Aldo Arellano, a Biotechnology Training Program (BTP) trainee and PhD candidate in the Microbiology Doctoral Training Program, and Kerri Coon, assistant professor of Bacteriology, have received Gilliam Fellowships for Advanced Study from the Howard Hughes Medical Institute (HHMI).
HHMI Gilliam Fellowships have a twofold mission: to support underrepresented PhD students to pursue scientific research and to foster more inclusive academic environments at institutions that are committed to advancing diversity and inclusion in the sciences.
Arellano and Coon are 2021 fellows with HHMI. Arellano will join a strong community of early-career scientists, while Coon will participate in mentorship development training. Both will receive funding to implement diversity and inclusion initiatives on campus.
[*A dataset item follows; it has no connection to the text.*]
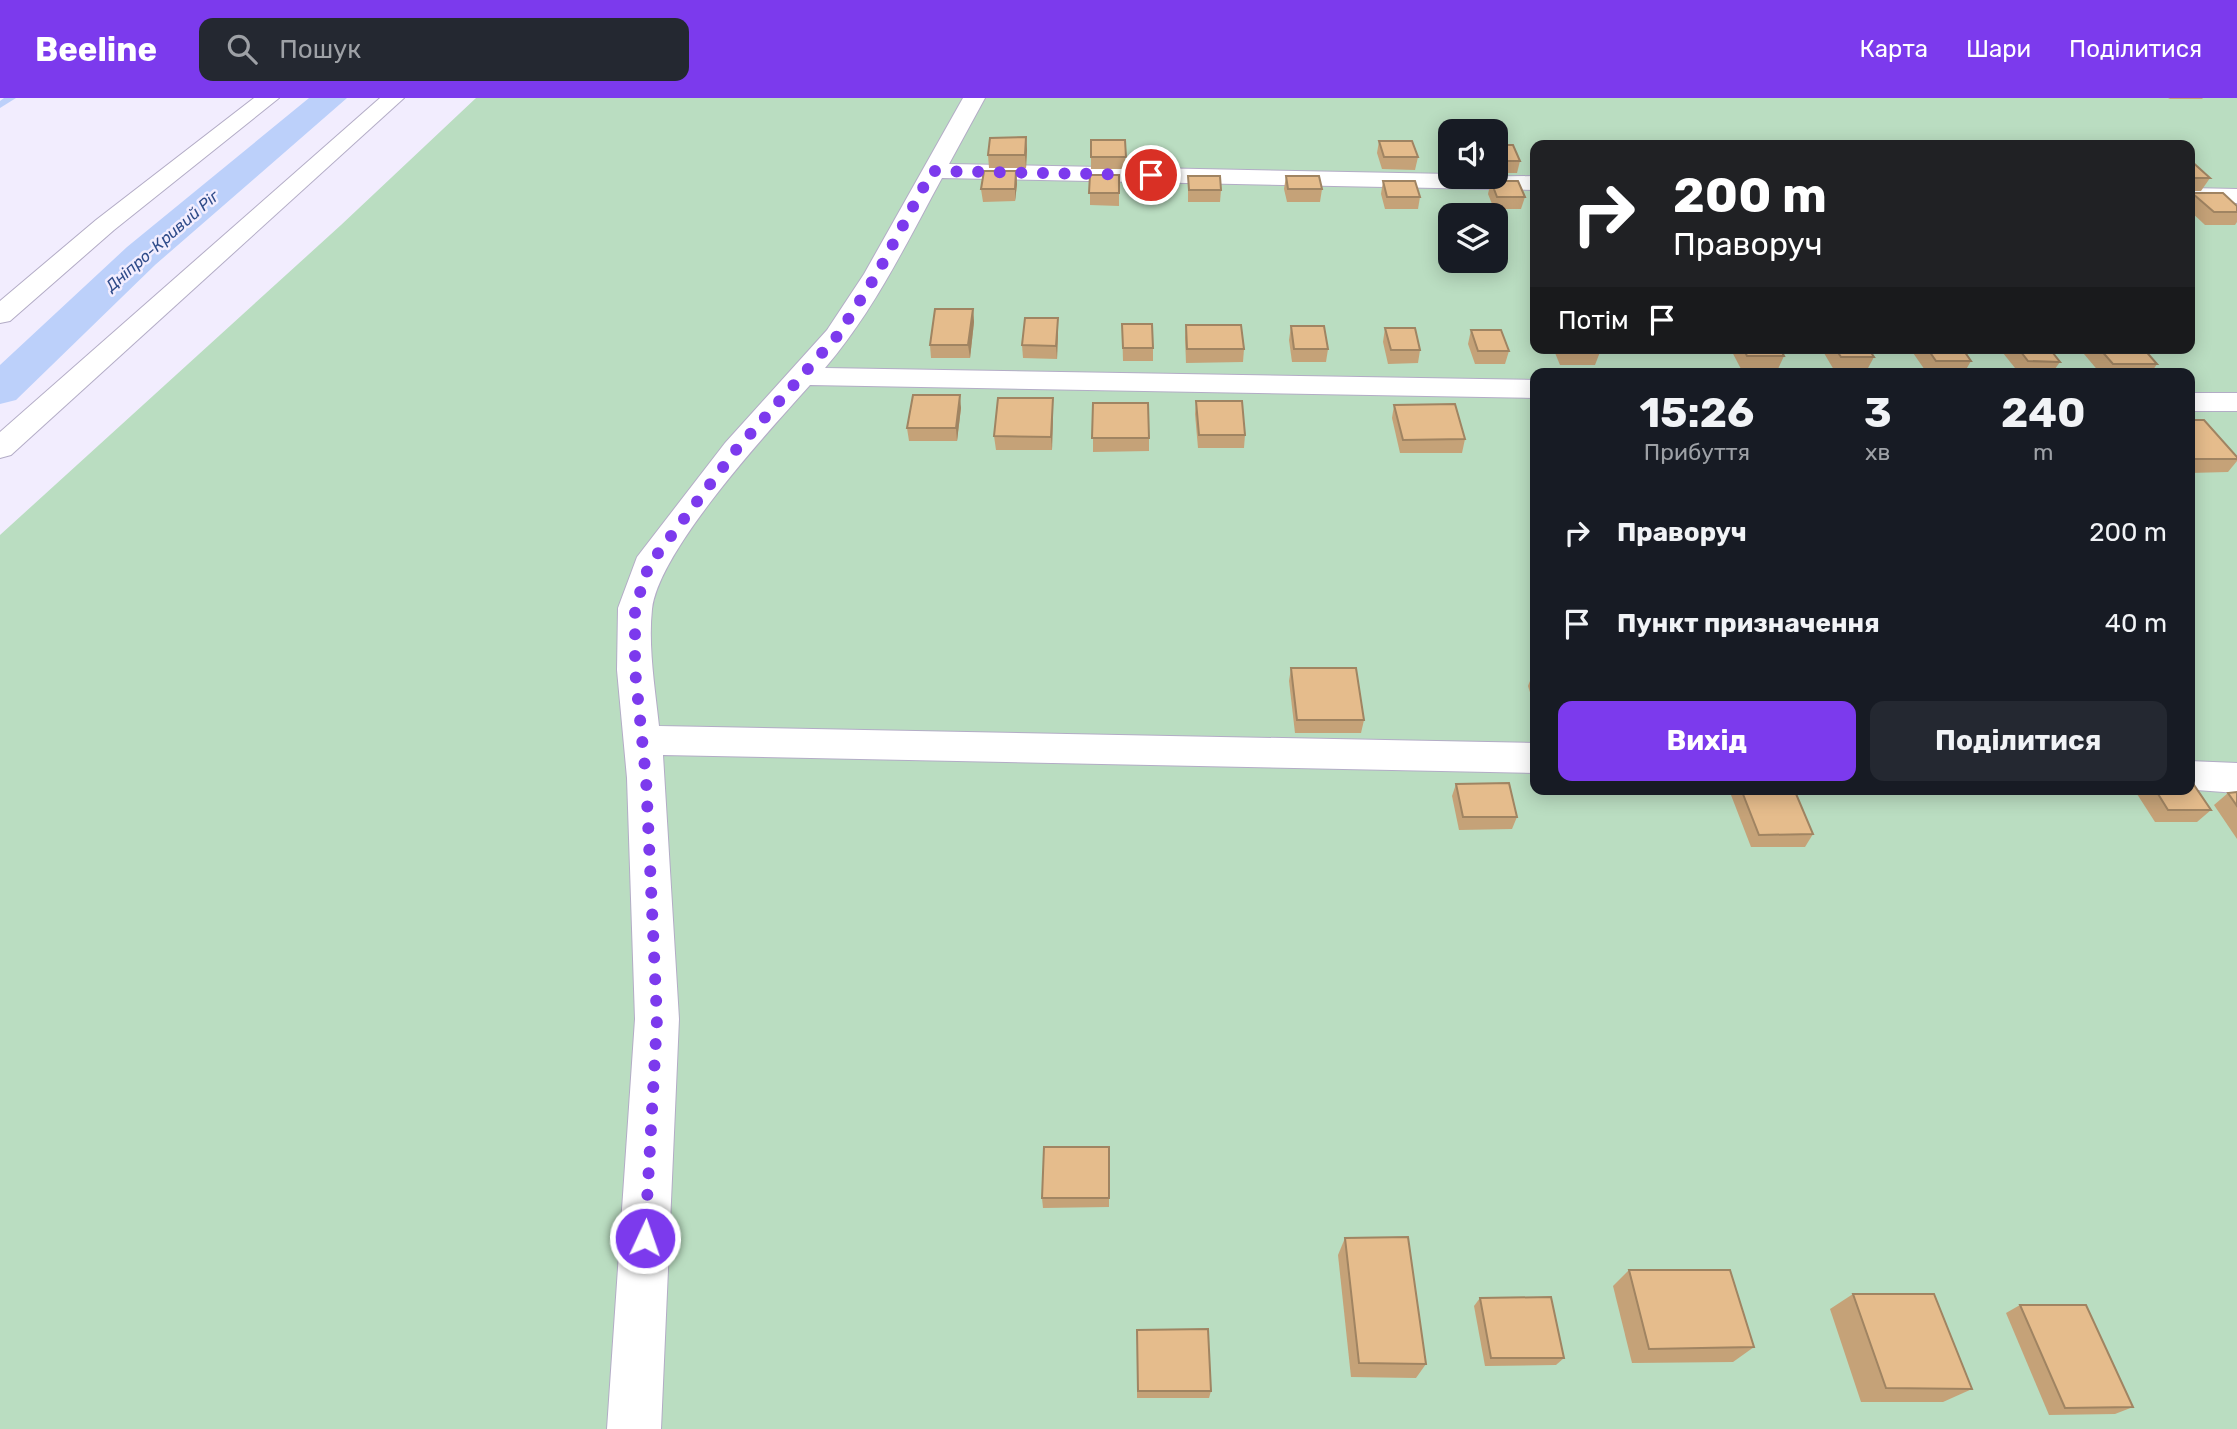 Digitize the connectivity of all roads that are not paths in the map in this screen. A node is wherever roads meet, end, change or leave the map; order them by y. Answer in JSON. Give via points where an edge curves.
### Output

In the lab, Arellano and Coon have a colony of a mosquito species called Wyeomyia smithii that they use to study the interactions between microbes and these unique mosquitos. Unlike the common image of mosquitos as biting pests, adult females of Wyeomyia smithii that live in the northern U.S. don’t draw blood to produce eggs.
What makes them even more unique is their habitat. They only live, lay eggs, and grow in a pitcher plant that is native to bog environments such as those in northern Wisconsin.
The lab is trying to understand the basic principles of microbial communities, such as how they change in response to constantly being around these mosquitos, and perhaps how the mosquitos have evolved away from feeding on blood, Arellano said.
Having Wyeomyia smithii in a lab is unique, with very few labs including Coon’s lab and the Bradshaw-Holzapfel lab at the University of Oregon keeping it in continuous culture, Coon said. The Oregon lab collected their mosquitos at Trout Lake in northern Wisconsin.
“Wisconsin bogs have sort of stood out as a really great resource in that way,” Coon said. Decades later, Coon contacted the lab in Oregon for help starting her own colony at UW–Madison. “It makes me smile to think we brought [the mosquitos] home in a way.”
Both Arellano and Coon are excited to join the cohort of HHMI Fellows.
“I’m excited to join an active and robust community of fellows and advisors that are engaged in mentorship and putting into focus inclusivity in the research that we do and making sure that the research is including people from all walks of life and all backgrounds,” Arellano said.
“This is a chance to refine my mentoring philosophy and how I translate that in practice to meet the needs of all of my students, regardless of their background,” Coon said. “I’m so grateful – especially as an early career faculty member – to have the opportunity to learn from other faculty at different career stages and to bounce ideas off of them and to hopefully influence them with new perspectives, too.”